Ukraine should cancel all grain export restrictions including the current duties that have already cut agricultural exports, the local European Business Association (EBA) said on Thursday. The association, which unites 17 leading companies in the agricultural sector and represents the interests of both grain exporters and producers, said in a statement that a free trade regime would help Ukraine rehabilitate its export potential.
"As a result of export duties enforcement, product prices of Ukrainian grain on world agricultural markets increased, giving birth to the sharp decline of grain export volumes," EBA said. "In addition, the introduction of export duties from 1 July 2011 adversely affected farmers, who are actually working on the verge of loss as the domestic prices tend to fall constantly, and the state as the export volumes have decreased, thus shaking the trade balance and foreign exchange earnings."
In July, Ukraine replaced grain export quotas with export duties. Export duty on wheat is 9 percent but no less than 17 euros ($24.30) per tonne. Export duty on barley is 14 percent and no less than 23 euros per tonne. Export duty on maize is 12 percent and no less than 20 euros.

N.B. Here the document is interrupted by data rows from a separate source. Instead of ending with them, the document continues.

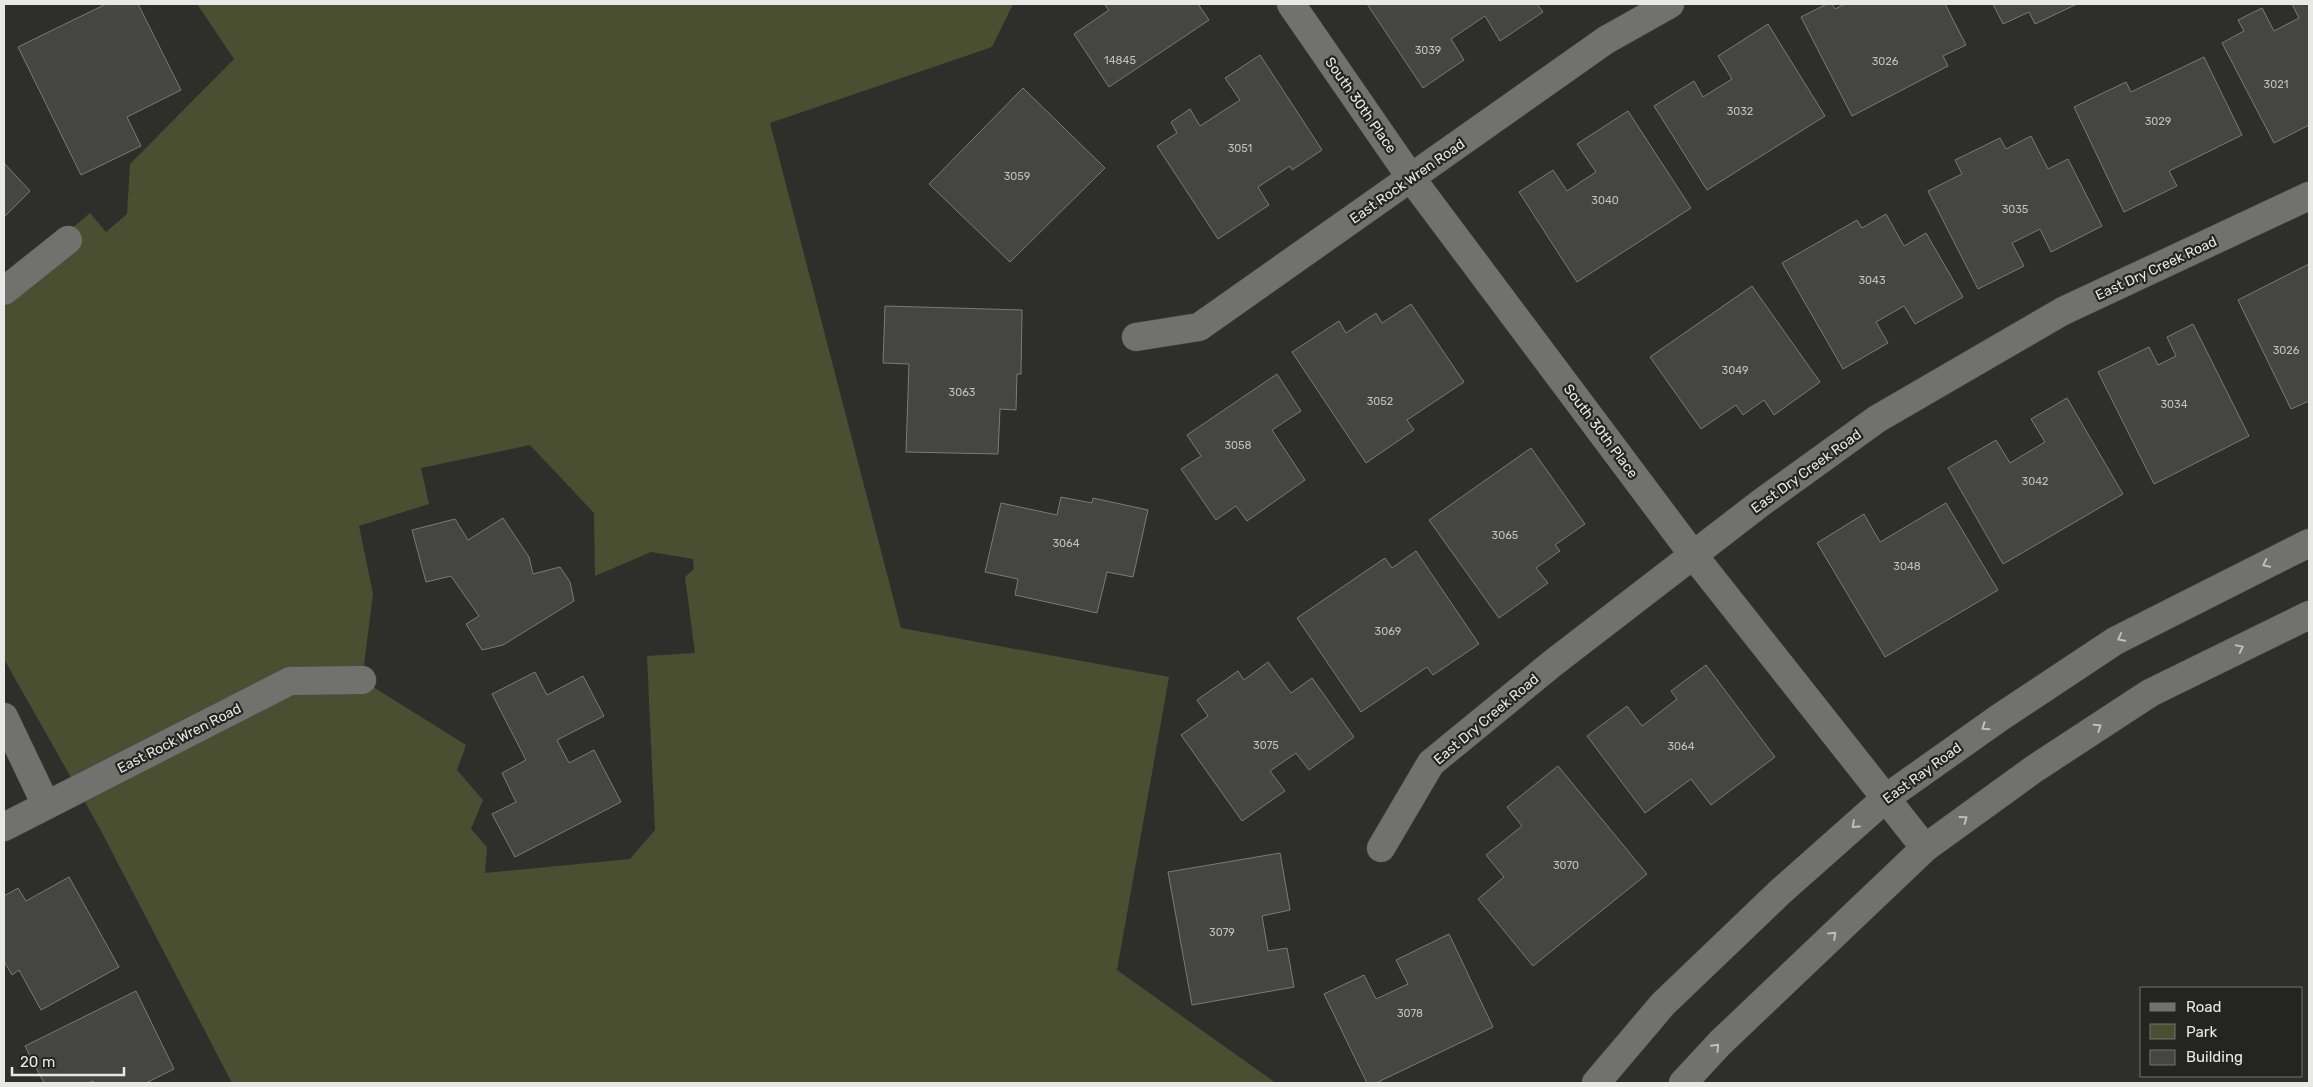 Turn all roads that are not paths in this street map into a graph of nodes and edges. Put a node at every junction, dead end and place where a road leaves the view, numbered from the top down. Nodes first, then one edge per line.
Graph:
1 (1291, 4) edge
2 (1670, 4) edge
3 (1411, 178) junction
4 (2309, 196) edge
5 (68, 240) dead end
6 (4, 291) edge
7 (1136, 336) dead end
8 (2309, 543) edge
9 (1694, 556) junction
10 (2309, 615) edge
11 (362, 680) dead end
12 (4, 717) edge
13 (1886, 798) junction
14 (46, 805) junction
15 (4, 827) edge
16 (1381, 848) dead end
17 (1925, 848) junction
18 (1596, 1083) edge
19 (1683, 1083) edge

1 - 3 street, South 30th Place
2 - 3 street, East Rock Wren Road
3 - 7 street, East Rock Wren Road
3 - 9 street, South 30th Place
4 - 9 street, East Dry Creek Road
5 - 6 street
8 -> 13 street, East Ray Road
9 - 13 street, South 30th Place
9 - 16 street, East Dry Creek Road
17 -> 10 street
11 - 14 street, East Rock Wren Road
12 - 14 street
13 - 17 street, South 30th Place
13 -> 18 street, East Ray Road
14 - 15 street, East Rock Wren Road
19 -> 17 street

Ukraine, which forecast a bumper 2011 grain harvest of at least 51 million tonnes, plans to export 20-25 million tonnes of grain in 2011/12, against 12.7 million in 2010/11, but current exports are too low to meet the forecast. The country sold abroad about 1 million tonnes in July-August 2011, against 2.1 million in the same period in 2010.
Farm Minister Mykola Prysyazhnyuk said this week the ministry had asked the government and parliament to cancel the duties. But local media reported that the proposals had been refused by Ukraine's Finance Ministry and would not be lifted in the near future.
Comments
Comments are closed.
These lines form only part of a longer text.